Twigg’s rhetorical question has a sharp point aimed directly at City Hall.
Vancouver has a track record of boosting its hometown heroes.
In Vancouver, a stone statue honours ice hockey enthusiast Lord Stanley, a 14-foot bronze sculpture depicts “Portuguese Joe Silvey and his Coast Salish Wives,” and a commemorative star on BC’s Walk of Fame, honours the oeuvre of the music journalist, ‘Nardwar the Human Serviette.’”
The only evidence that Vrba lived in Vancouver is a small grave that sits in an undisclosed, non-Jewish cemetery well-beyond city limits.
Other countries do sometimes take notice of Vrba. Jonathan Freedland, a U.K. Guardian journalist recently re-told Vrba’s 1963 memoir, I Cannot Forgive [later retitled I Escaped from Auschwitz].
“Freedland’s The Escape Artist is a good book,” says Twigg, “It’s been translated worldwide into more than twenty languages. But there is a much bigger story to be told about Vrba: his private life, his professional and personal relationships, his young daughter’s mysterious death – and his beliefs about the holocaust that left him estranged from the mainstream Jewish community in Europe, Israel and Canada.”
Doing background research for his biography of Vrba, Twigg has compiled a million-word archive of documents and transcripts, including unpublished interviews he conducted with Vrba’s ex-wives, lovers, childhood friends, antagonists and confidants.
Here are the undisputed facts: Vrba and his co-escapee Alfred Wetzler provided the world with the first forensically detailed evidence of the Holocaust.
Arriving at Auschwitz, the teenage Vrba reported seeing, “expressionless Ukrainian prisoners, pitching skeleton dash thin bodies, like scraggy slabs of beef onto a lorry.”
“The people of the nearby town of Auschwitz were complaining about the stench of burning Jewish flesh in their Aryan nostrils,” Vrba recalled. “New arrivals were told to strip and have a shower in a large wooden hut. As soon as the hut was full, the doors were locked and gassing began. Survivors were shot. All bodies were flung into blazing trenches.”
Because he spoke five languages, including German, Vrba was assigned a variety of administrative posts inside Auschwitz. He took notes. He kept records. He counted the bodies.
Vrba’s first job inside Auschwitz was collecting the belongings of the murdered Jews. It was then that he learned the real reason for this vast extermination.
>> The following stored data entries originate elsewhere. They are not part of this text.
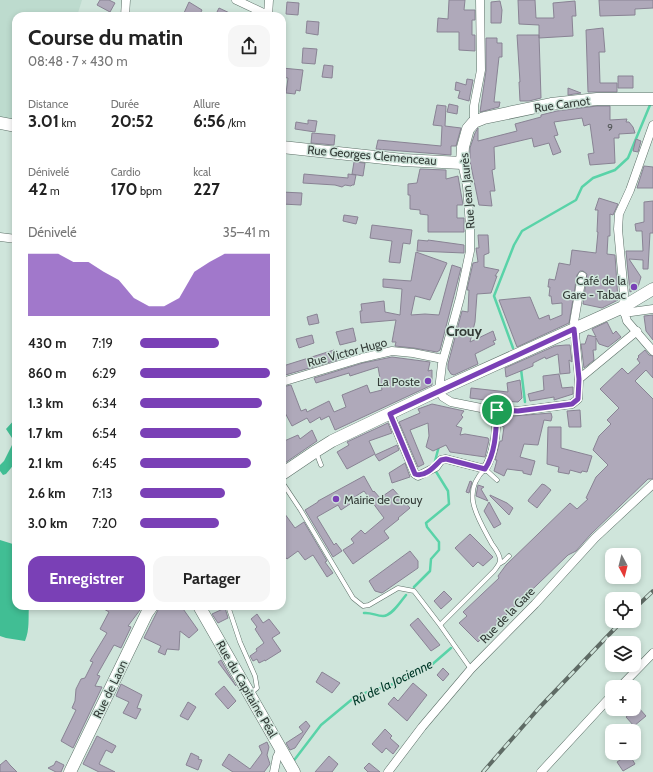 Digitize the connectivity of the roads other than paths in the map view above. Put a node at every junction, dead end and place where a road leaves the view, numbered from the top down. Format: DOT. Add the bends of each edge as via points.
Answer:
graph roads {
  1 [pos="126,0"];
  2 [pos="236,0"];
  3 [pos="269,0"];
  4 [pos="480,0"];
  5 [pos="125,12"];
  6 [pos="262,12"];
  7 [pos="268,12"];
  8 [pos="653,99"];
  9 [pos="474,122"];
  10 [pos="653,125"];
  11 [pos="286,147"];
  12 [pos="462,162"];
  13 [pos="0,238"];
  14 [pos="12,239"];
  15 [pos="582,276"];
  16 [pos="653,289"];
  17 [pos="653,309"];
  18 [pos="624,310"];
  19 [pos="574,329"];
  20 [pos="636,331"];
  21 [pos="653,351"];
  22 [pos="443,359"];
  23 [pos="579,379"];
  24 [pos="286,381"];
  25 [pos="439,390"];
  26 [pos="497,410"];
  27 [pos="390,414"];
  28 [pos="316,451"];
  29 [pos="321,465"];
  30 [pos="485,469"];
  31 [pos="286,471"];
  32 [pos="497,480"];
  33 [pos="653,484"];
  34 [pos="286,488"];
  35 [pos="509,556"];
  36 [pos="499,564"];
  37 [pos="149,610"];
  38 [pos="201,610"];
  39 [pos="229,610"];
  40 [pos="440,625"];
  41 [pos="653,652"];
  42 [pos="471,670"];
  43 [pos="627,680"];
  44 [pos="250,693"];
  45 [pos="605,703"];
  46 [pos="281,749"];
  47 [pos="70,772"];
  48 [pos="274,772"];
  49 [pos="294,772"];
  50 [pos="388,772"];
  51 [pos="541,772"];
  1 -- 5 [label="street"];
  2 -- 6 [label="street"];
  3 -- 7 [label="street"];
  4 -- 9 [label="street, Rue Jean Jaurès" via="481,70 474,106"];
  8 -- 9 [label="street, Rue Carnot" via="597,99 551,104"];
  9 -- 12 [label="street, Rue Jean Jaurès" via="468,129"];
  10 -- 18 [label="street" via="619,214"];
  11 -- 12 [label="street, Rue Georges Clemenceau" via="403,160"];
  12 -- 22 [label="street, Rue Jean Jaurès" via="467,186 470,251"];
  13 -- 14 [label="street"];
  15 -- 19 [label="street"];
  16 -- 18 [label="street"];
  17 -- 18 [label="street"];
  18 -- 19 [label="street"];
  18 -- 20 [label="street" via="627,320"];
  19 -- 23 [label="street"];
  19 -- 25 [label="street"];
  20 -- 21 [label="street"];
  20 -- 23 [label="street"];
  22 -- 24 [label="street, Rue Victor Hugo" via="392,351"];
  22 -- 25 [label="street, Rue Jean Jaurès"];
  23 -- 26 [label="street" via="578,399 572,404 518,411"];
  25 -- 26 [label="street" via="443,397 451,402"];
  25 -- 27 [label="street"];
  26 -- 30 [label="street" via="496,435"];
  27 -- 28 [label="street"];
  27 -- 30 [label="street" via="415,474 421,475 446,459"];
  28 -- 29 [label="lane"];
  28 -- 31 [label="street"];
  30 -- 32 [label="lane"];
  30 -- 36 [label="lane" via="475,482 472,497 485,531 500,558"];
  33 -- 42 [label="street, Rue de la Gare" via="595,538"];
  34 -- 40 [label="lane" via="353,598 363,606 398,588 414,591"];
  35 -- 36 [label="lane"];
  36 -- 40 [label="lane"];
  37 -- 47 [label="street, Rue de Laon"];
  38 -- 44 [label="street, Rue du Capitaine Péal"];
  39 -- 44 [label="lane" via="240,642 256,676 257,688"];
  40 -- 42 [label="lane"];
  41 -- 43 [label="street"];
  42 -- 50 [label="street, Rue de la Gare" via="422,727"];
  44 -- 46 [label="street, Rue du Capitaine Péal"];
  45 -- 51 [label="street"];
  46 -- 48 [label="street"];
  46 -- 49 [label="street, Rue du Capitaine Péal"];
} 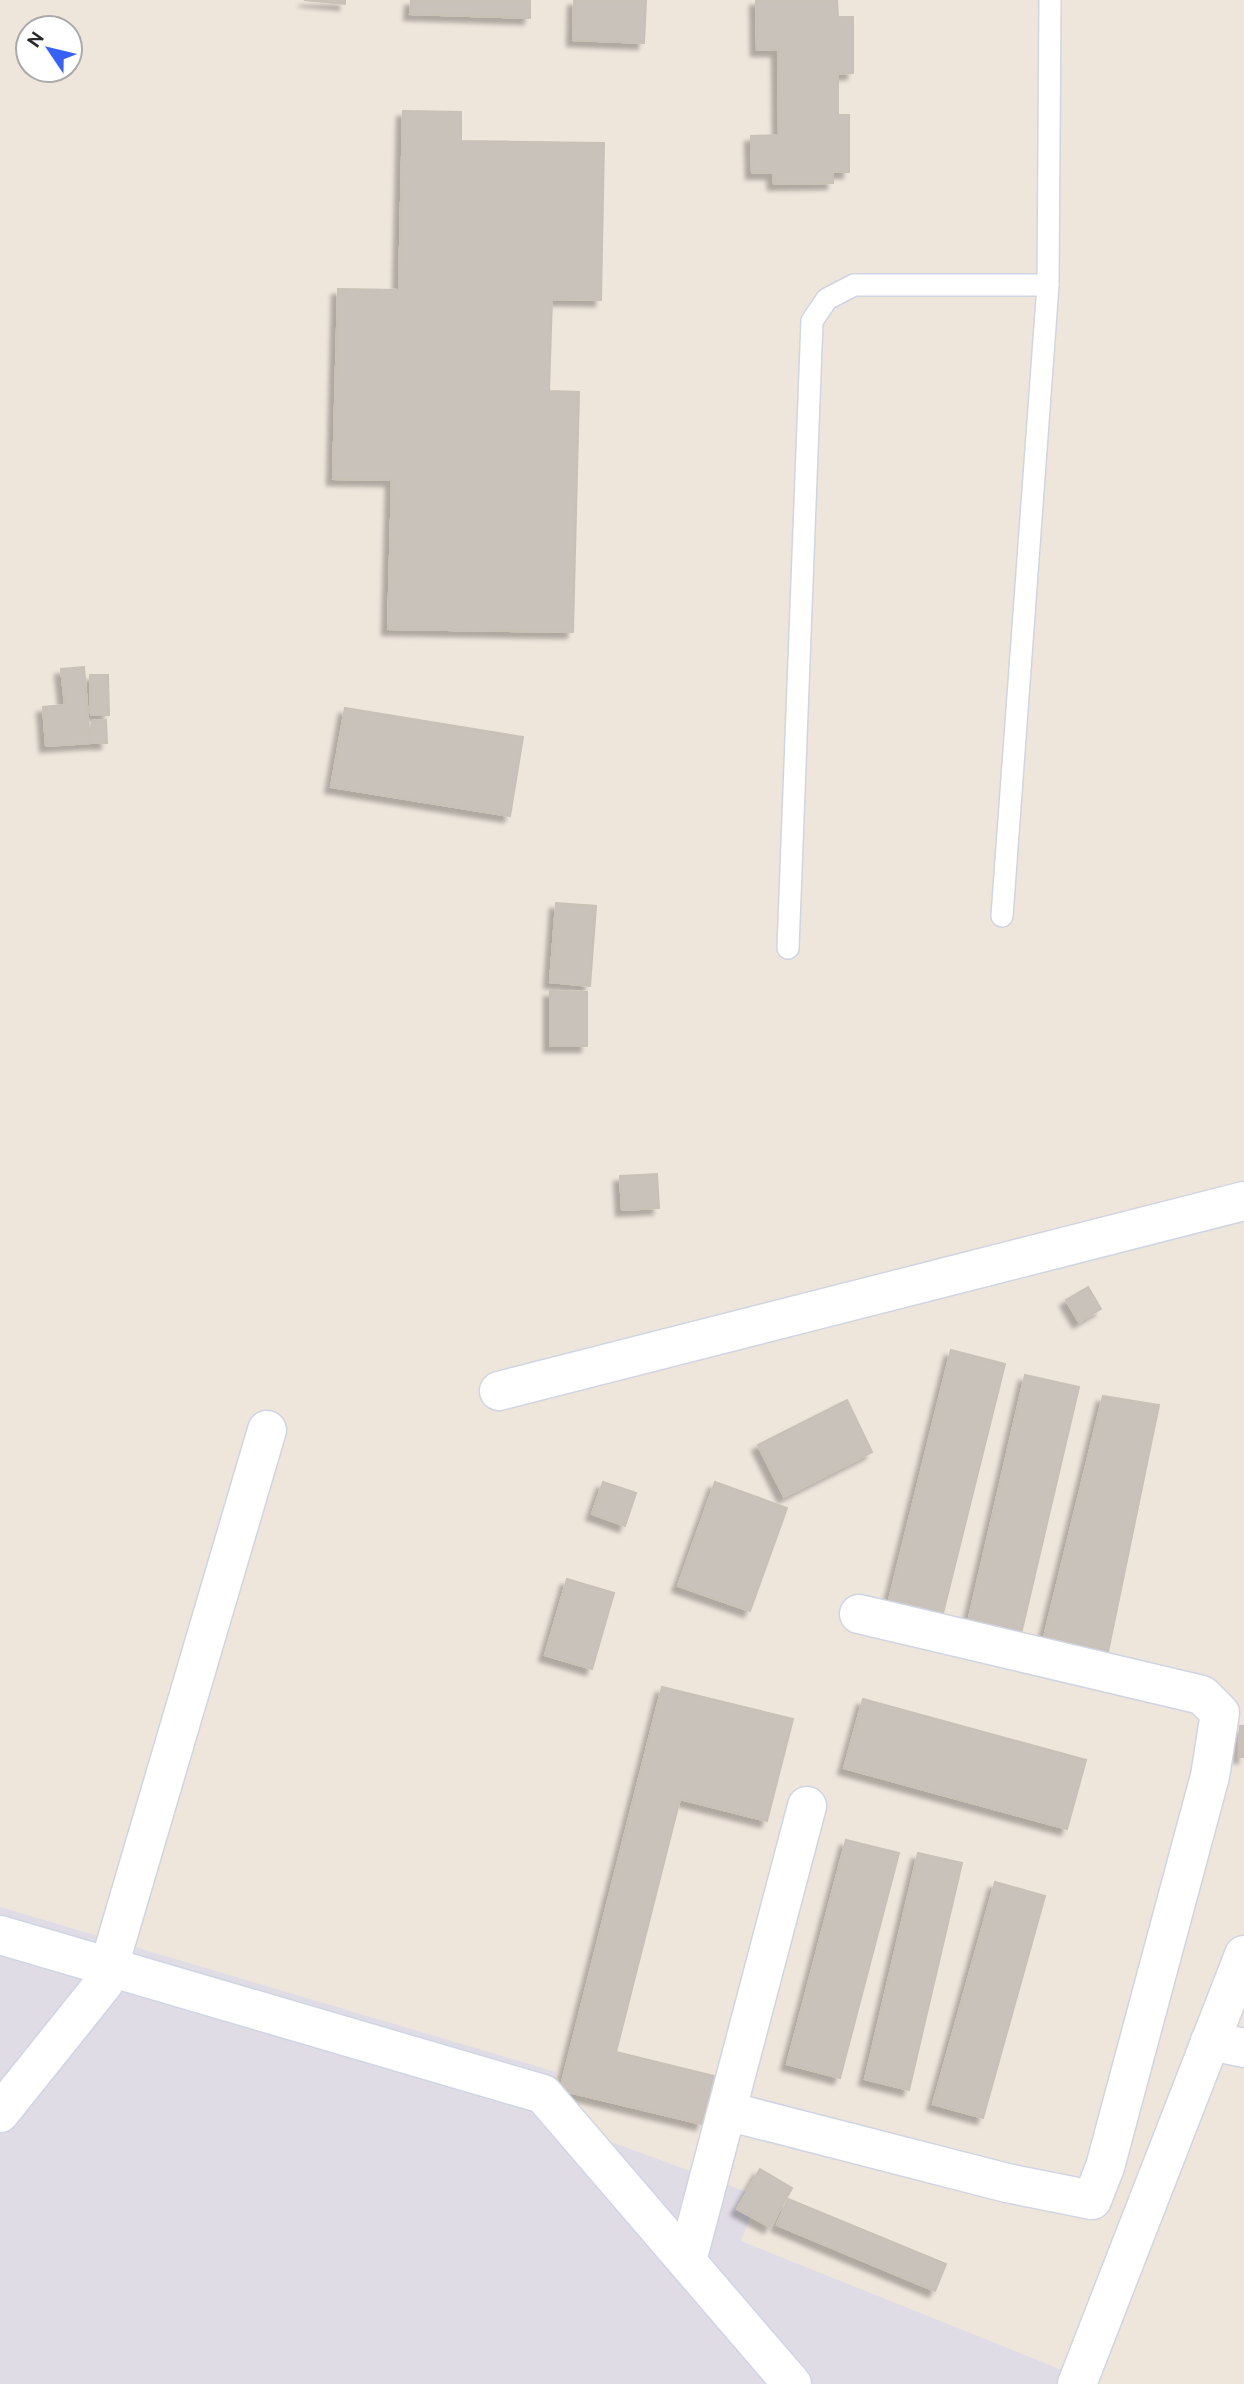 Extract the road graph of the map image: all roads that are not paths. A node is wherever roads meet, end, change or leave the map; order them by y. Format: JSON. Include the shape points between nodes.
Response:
{"nodes":[{"id":1,"x":1051,"y":0,"type":"edge"},
{"id":2,"x":1048,"y":285,"type":"junction"},
{"id":3,"x":1002,"y":916,"type":"dead end"},
{"id":4,"x":789,"y":948,"type":"dead end"},
{"id":5,"x":1244,"y":1201,"type":"edge"},
{"id":6,"x":499,"y":1391,"type":"dead end"},
{"id":7,"x":267,"y":1430,"type":"dead end"},
{"id":8,"x":859,"y":1614,"type":"dead end"},
{"id":9,"x":807,"y":1806,"type":"dead end"},
{"id":10,"x":0,"y":1935,"type":"edge"},
{"id":11,"x":1244,"y":1955,"type":"edge"},
{"id":12,"x":109,"y":1967,"type":"junction"},
{"id":13,"x":1227,"y":2044,"type":"edge"},
{"id":14,"x":727,"y":2111,"type":"junction"},
{"id":15,"x":0,"y":2113,"type":"edge"},
{"id":16,"x":687,"y":2261,"type":"junction"},
{"id":17,"x":792,"y":2384,"type":"edge"},
{"id":18,"x":1077,"y":2384,"type":"edge"}],
"edges":[{"from":1,"to":2,"type":"lane"},
{"from":2,"to":3,"type":"lane"},
{"from":2,"to":4,"type":"lane","via":[[854,285],[827,299],[812,321]]},
{"from":5,"to":6,"type":"street"},
{"from":7,"to":12,"type":"street"},
{"from":8,"to":14,"type":"street","via":[[1202,1695],[1220,1713],[1210,1776],[1105,2167],[1092,2200],[1007,2183]]},
{"from":9,"to":14,"type":"street"},
{"from":10,"to":12,"type":"street"},
{"from":11,"to":13,"type":"street"},
{"from":12,"to":15,"type":"street","via":[[104,1983]]},
{"from":12,"to":16,"type":"street","via":[[543,2094]]},
{"from":13,"to":18,"type":"street"},
{"from":14,"to":16,"type":"street"},
{"from":16,"to":17,"type":"street"}]}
“It was not merely anti-Semitism, or even sadism,” Vrba wrote. “It was mainly cold, calculated robbery, designed to bolster the German generals’ war machine and the home economy.”
“That theory wasn’t popular in the 1950s,” Twigg confirmed. “And it isn’t popular in 2024. Because it suggests that Jews died en masse in WWII because they were wealthy, not because they were Jews. It complicates the narrative.”
According to Vrba, “Fur coats were remodeled, military fashion, for the eastern front. Gold teeth were melted down. In three years, in fact, Auschwitz sent 6 tons of gold to the Berlin State Bank.”
“What I learned made me determined to escape,” said Vrba. “If I could reveal the secret of Auschwitz to the world, thousands might be saved.”
Incredibly, Vrba did escape, and he did save lives.
Twigg isn’t the only talented Canadian writer who believes Vrba is underappreciated in his adoptive home town.
“B.C.’s most famous authors include Douglas Coupland, Eckhart Tolle, Pauline Johnson, William Gibson and Alice Munro,” writes author and Postmedia columnist Douglas Todd.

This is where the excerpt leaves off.